Nelson Barbosa: "Uhum, sei".
Lula: "Sabe? Eu acho que eles estão sendo (e fala um palavrão)".
Nelson Barbosa: "Tá".
Lula: "Tão procurando pelo em ovo. Eu acho... Eu vou pedir pro Paulo Okamotto botar tudo no papel, porque era preciso você chamar o responsável e falar (ele fala um palavrão): 'vocês estão fazendo o mesmo com a Globo, com Instituto Fernando Henrique Cardoso, o mesmo com Gerdau, o mesmo com o SBT, o mesmo com a Record! Ou só com o Lula'?".
Após palavrões de Lula, Nelson Barbosa responde: "Tá, pede pro Paulo colocar".
O Ministério da Fazenda emitiu nota esclarecendo que, até o momento, não recebeu manifestação formal do Instituto Lula a respeito da atuação da Receita Federal. Segundo a nota, o Ministério da Fazenda e a Receita Federal dispõem de instrumentos institucionais, que podem ser acionados por qualquer contribuinte, para apurar eventuais excessos ou desvios de conduta de seus servidores.
Fim do sigilo
Segundo Moro, o “levantamento [do sigilo] propiciará assim não só o exercício da ampla defesa pelos investigados, mas também o saudável escrutínio público sobre a atuação da Administração Pública e da própria Justiça criminal”. “A democracia em uma sociedade livre exige que os governados saibam o que fazem os governantes, mesmo quando estes buscam agir protegidos pelas sombras”, escreveu.

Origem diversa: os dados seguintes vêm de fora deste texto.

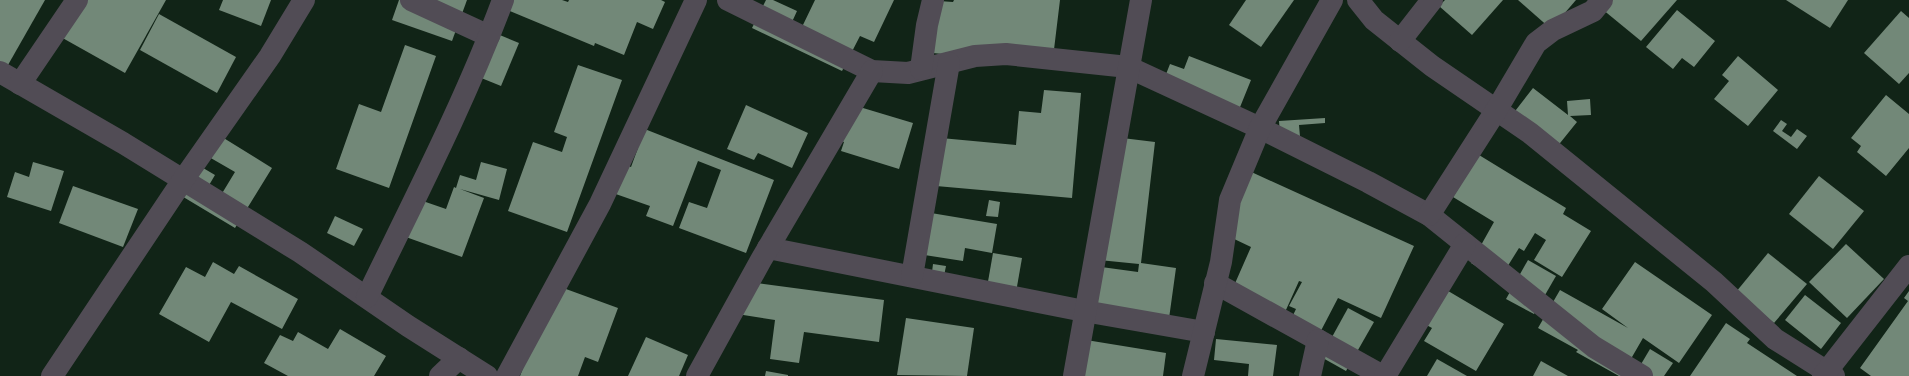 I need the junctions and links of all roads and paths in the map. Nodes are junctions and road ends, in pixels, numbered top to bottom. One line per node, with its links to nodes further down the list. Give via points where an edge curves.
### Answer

Ainda conforme o magistrado, o sigilo também não se justifica em razão de a “prova ser resultante de interceptação telefônica”. “Sigilo absoluto sobre esta deve ser mantido em relação a diálogos de conteúdo pessoal inadvertidamente interceptados, preservando-se a intimidade, mas jamais, à luz do art. 5º, LX, e art. 93, IX, da Constituição Federal, sobre diálogos relevantes para investigação de supostos crimes contra a Administração Pública”, argumentou.
Envio ao STF
Ao fim do despacho, Moro informa que, diante da notícia de que Lula aceitou convite para ocupar o cargo de ministro chefe da Casa Civil, as investigações serão enviadas ao Supremo Tribunal Federal. O material deve ser enviado após a posse, que está marcada para terça-feira (22).